Q : Pourquoi votre axe de recherche est-il si important ? Pourquoi devrions-nous investir dedans ?

AD : Le paludisme reste un problème majeur. La lutte contre le paludisme a été très efficace au cours des dix dernières années et la mortalité liée au paludisme dans le monde a baissé. Néanmoins, un million de personnes, principalement des enfants africains, meurent chaque année du paludisme et l’impact de cette maladie reste très élevé. Nous avons toujours besoin de meilleurs traitements pour réduire ce taux de mortalité élevé, et nous devons élucider des aspects importants de la pathogénie de cette maladie pour pouvoir développer des meilleurs traitements.

Q : Comment s’inscrivent vos travaux dans la médecine translationnelle du département ?

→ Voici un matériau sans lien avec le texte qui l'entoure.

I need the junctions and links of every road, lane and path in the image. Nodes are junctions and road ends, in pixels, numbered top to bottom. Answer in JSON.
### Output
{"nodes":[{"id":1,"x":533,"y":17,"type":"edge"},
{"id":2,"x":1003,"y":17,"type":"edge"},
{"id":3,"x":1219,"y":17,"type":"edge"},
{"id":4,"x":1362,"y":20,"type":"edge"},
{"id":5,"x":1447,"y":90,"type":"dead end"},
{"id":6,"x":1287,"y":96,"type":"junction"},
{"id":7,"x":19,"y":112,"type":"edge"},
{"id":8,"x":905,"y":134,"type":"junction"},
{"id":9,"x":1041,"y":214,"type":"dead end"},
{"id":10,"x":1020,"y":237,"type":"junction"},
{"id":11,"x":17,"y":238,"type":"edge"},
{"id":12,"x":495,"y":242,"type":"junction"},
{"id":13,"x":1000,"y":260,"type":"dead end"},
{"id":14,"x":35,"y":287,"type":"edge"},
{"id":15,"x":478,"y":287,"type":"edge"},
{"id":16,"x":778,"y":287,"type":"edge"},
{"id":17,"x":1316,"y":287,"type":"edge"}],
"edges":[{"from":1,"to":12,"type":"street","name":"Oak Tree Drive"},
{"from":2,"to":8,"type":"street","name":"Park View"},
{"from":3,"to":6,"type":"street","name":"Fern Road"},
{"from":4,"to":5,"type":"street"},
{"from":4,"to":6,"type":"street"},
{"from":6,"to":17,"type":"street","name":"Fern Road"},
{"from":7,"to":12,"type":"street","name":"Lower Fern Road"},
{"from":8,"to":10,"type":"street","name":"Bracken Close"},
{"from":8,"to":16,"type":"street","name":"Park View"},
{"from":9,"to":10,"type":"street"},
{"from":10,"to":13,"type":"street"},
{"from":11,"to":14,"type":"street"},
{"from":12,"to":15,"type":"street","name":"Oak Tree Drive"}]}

AD : Nos travaux comportent de nombreux aspects translationnels. Ils commencent souvent au laboratoire, où nous utilisons des modèles pour découvrir de nouveaux traitements. Ensuite il faut tester ces nouveaux médicaments sur le terrain. Une fois que leur efficacité a été démontrée, ils doivent être adaptés aux conditions du terrain où ils seront effectivement utilisés. Ensuite, il est important de les inclure dans des directives, telles que les directives de l’OMS concernant le traitement du paludisme grave - comme cela a été le cas pour ce nouveau médicament artésunate. Il est aussi important d’améliorer les soins de base pour les enfants et les adultes atteints de paludisme grave. Nous avons aussi mis en place des programmes de formation avec des stratégies de mise en œuvre structurées efficaces et peu coûteuses, afin de pouvoir les utiliser dans des milieux où les ressources sont limitées. Grâce à toutes ces mesures, nous espérons améliorer la survie de ces personnes atteintes de paludisme grave.